Mr Hood may be disagreeable. And he may well have some bad ideas. Yet even if his plans for change were good I very much doubt if he would have the slightest chance of bringing them about. The reason is that academics, especially good ones, make employees from hell. There is little about their abilities, dispositions or the structure of their work that equips them to be components in a modern, flexible organisation. I can think of seven things that make them entirely unsuited for such a part.

¦They are very clever. This is not an advantage in most institutions as it means that they can think for themselves. (They may not actually be that clever, but they think they are – which may be worse.)

¦Some have spectacularly low levels of emotional intelligence, which is often more important than IQ in getting things done.

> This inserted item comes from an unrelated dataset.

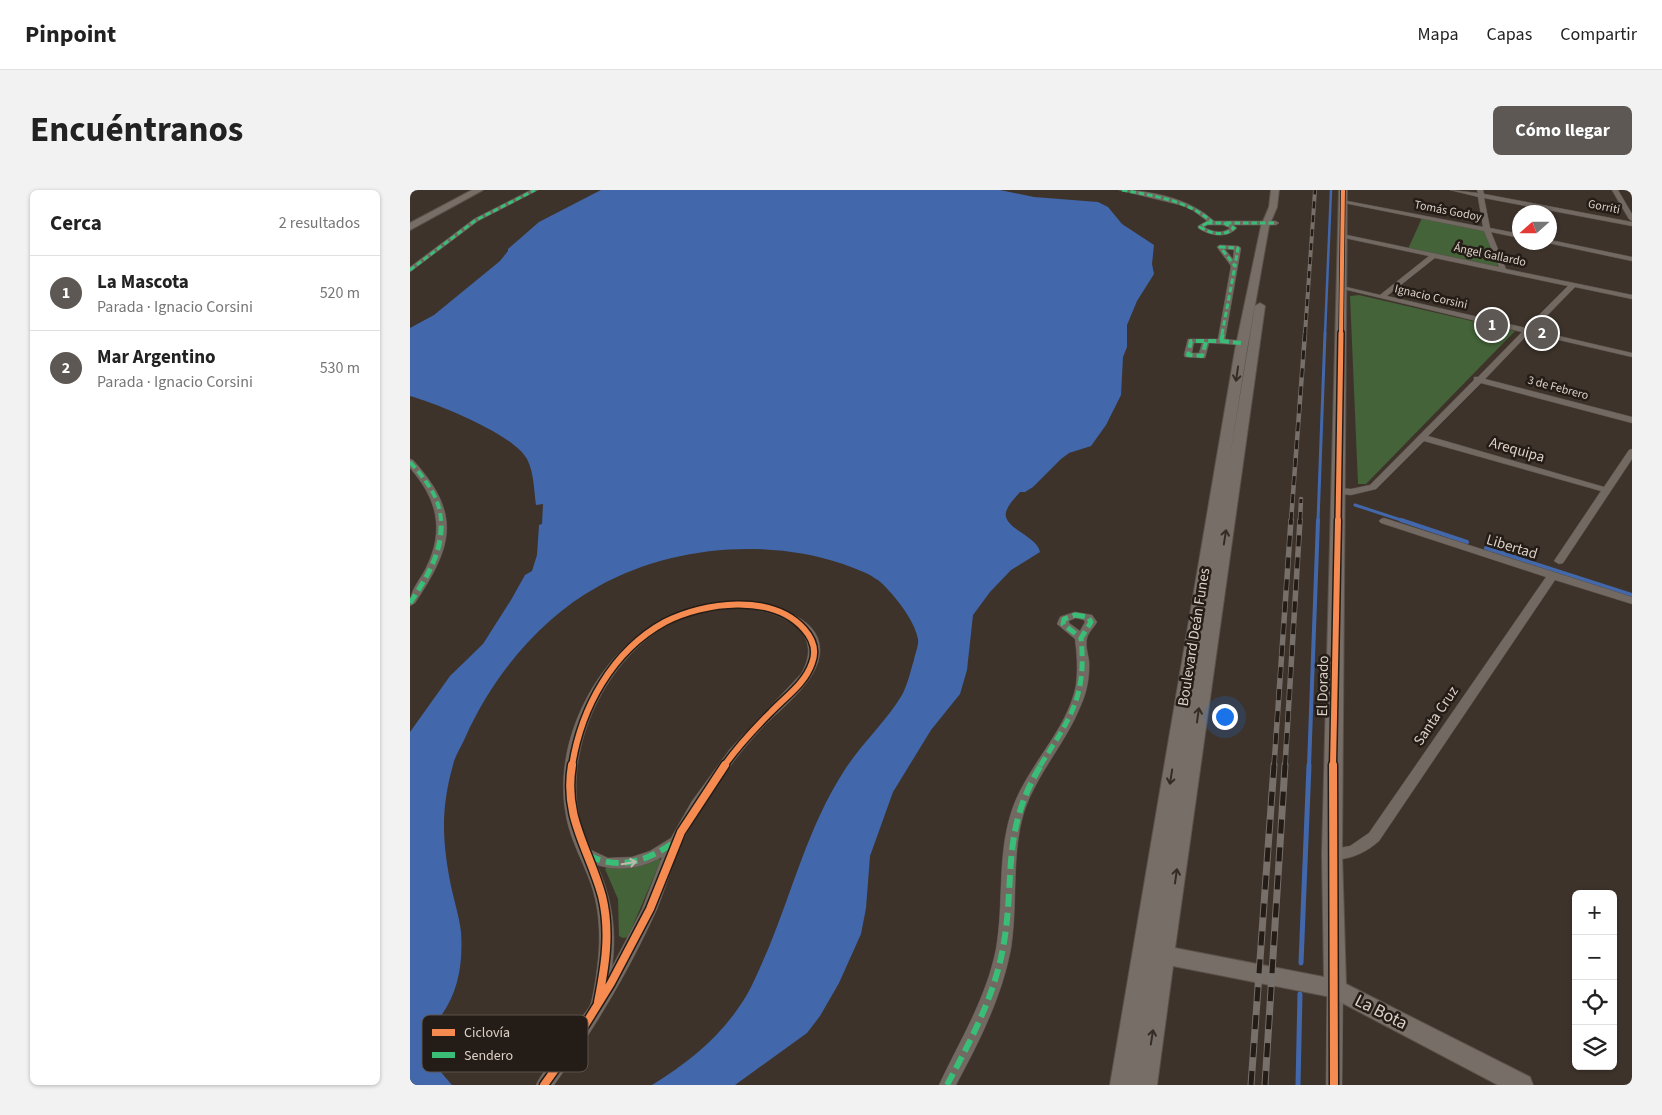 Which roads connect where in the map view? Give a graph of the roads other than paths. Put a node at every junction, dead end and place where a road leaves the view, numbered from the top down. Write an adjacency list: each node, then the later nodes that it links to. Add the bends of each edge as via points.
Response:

¦They are not team players, to put it mildly. Many are introverted. Moreover, the structure of university life means their colleagues (in most subjects save science) are their rivals.

¦Criticism is a way of life. The mind of the academic is trained to pull holes in things. So when presented with a new initiative, they question it and deem it a waste of time as a matter of course.

¦There is no line of authority. In a big company everyone sucks up to their bosses and agrees with them. In a university, there is less to be gained by brown-nosing, so disagreement prevails.

¦They are complacent and have an interest in the status quo that has given them secure jobs and pensions.

¦Because their status largely depends on their research, which may only be understood by a tiny number of people, insecurity, pettiness and bitchiness often result.

The grander the university the bigger the egos and the worse all these factors tend to be.

Things are made worse when one considers the type of person who gets the dean’s (or principal’s) job. They tend to be respected academics who have risen to the top by the power of their research – and the determination of their networking. They may have little notion of how to manage things.

They may also have some of the personality shortfalls of the academics themselves, writ large. Think of Mr Summers. Someone who knows him described him to me as “brilliant, infantile and insensitive”, with an EQ close to zero.

Increasingly, universities are run by people who are trying to embrace what they see as modern management techniques. This can be catastrophic. They import third-rate management fads that the private sector has already junked and implement them badly. University College London got into a mess last year when it spent £600,000 ($1m) rebranding itself as UCL. Its staff were not amused by a 51-page booklet telling them how to use the new logo, containing edicts that all images should be “vibrant and aspirational” – such as two people jumping into the sea. They were also given two dozen words including “challenging” and “liberalism” that they were encouraged to use when communicating with the outside world. All of which would have been insulting to the intelligence of a humble office worker, let alone an esteemed academic.

The conclusion has to be this: universities function adequately enough when everyone is left to their own devices. Incompetent management seems not to matter, the ship goes on sailing. The trouble comes when drastic change is needed.

In which case there will be many more resignations from unfortunate reformers such as Mr Summers and Mr Hood and many more tears and tantrums before bedtime.